Story: a synonym to the word narrative. Some suggest that stories are closed ended with a beginning, middle and end, while narratives are larger open-ended discussions, comprised of stories, with listener participation.
“Here is what I would like you to know,” writes Ta-Nehisi Coates. “In America, it is traditional to destroy the black body—it is heritage.” He maps this argument with historical information and other data, but the declaration is also rooted in memory. There is one formative experience in particular Coates shares: the moment in the Baltimore of his youth when another kid pointed a gun at him. The place: a parking lot. The time: sixth grade. The effects and related revelations: lifelong and ongoing. You can hear Coates read the passage aloud here. It appears early on in Between the World and Me, Coates’s bestselling and National Book Award-winning work of 2015.
When I teach personal narrative writing to my composition students, my overarching goal for the assignment is that it should hone their sensitivity to small or simple starting points, to seeds, like Coates’s, that germinate. So the personal narrative I assign is the Signature Story*. Any experience can be made into a story, but a Signature Story is one to which the mind returns repeatedly: it comes from an experience that continually or recurrently resurfaces, influencing behavior, thinking, choices, emotions, values…etc. We might recall a certain Signature Story freely in conversation; others, we might tell more sparingly—only to certain people in certain circumstances, for example. Still other Signature Stories might be silent ones… experiences we relive, but “tell” only to ourselves.

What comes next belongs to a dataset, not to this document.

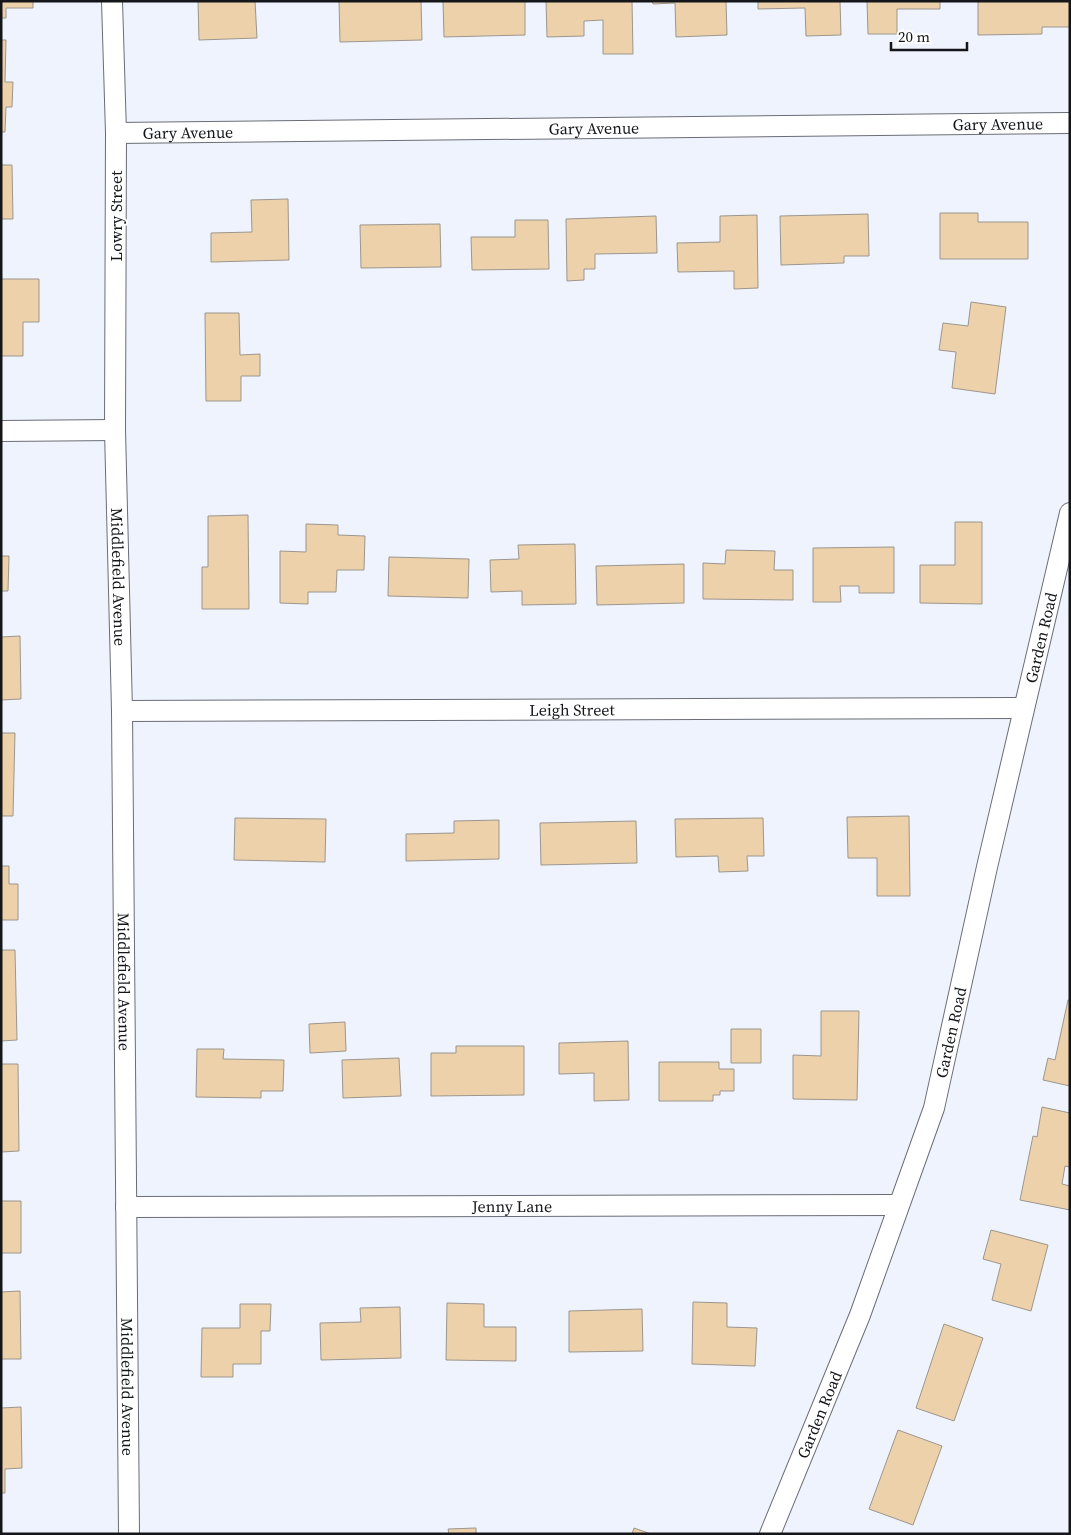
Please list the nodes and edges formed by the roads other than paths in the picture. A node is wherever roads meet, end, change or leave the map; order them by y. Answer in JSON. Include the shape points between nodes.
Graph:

Either way, this is the heart of the idea: a Signature Story reminds a person of something essential about who they areinthe world they inhabit.
Any time Coates or any other author recounts a past personal experience in order to make a point about present reality, students can dissect it as an example Signature Story. In doing so, the big teaching questions are these: functionally, how does personal experience play into argumentative writing? How does it play into expository writing? And craft-wise, how do writers render tangled moments of their lives as discrete narratives in the first place, and then wield the resulting stories for specific audiences and purposes?
Once I’ve introduced the idea of Signature Stories and we’ve taken Coates’s passage as an example, I acknowledge to my students that we each have a whole collection of Signature Stories. That is, many crucial moments accumulate during a life, and furthermore, they don’t always mean the same thing to us over time. But students’ task, in the Signature Story assignment, is to choose a single experience with a discernible effect. It has to be something they can write about with candor, and about which they are game to receive constructive criticism.
The prompt has some of the usual pitfalls: many students want to write about something too recent, or something too huge. Popular choices I’ve learned to discourage up front include the story of a student’s entire senior year of high school, for example (too huge; hard to make a plot), and the story of moving into their college dorm (too recent for most composition students—mostly freshmen—to comment on with much depth). With mixed feelings, I also discourage students from writing about fresh trauma: I remind them we critique one another’s writing at several stages in the assignment, and recommend they choose material they have the energy for sharing, scrutinizing, dismantling, and overhauling.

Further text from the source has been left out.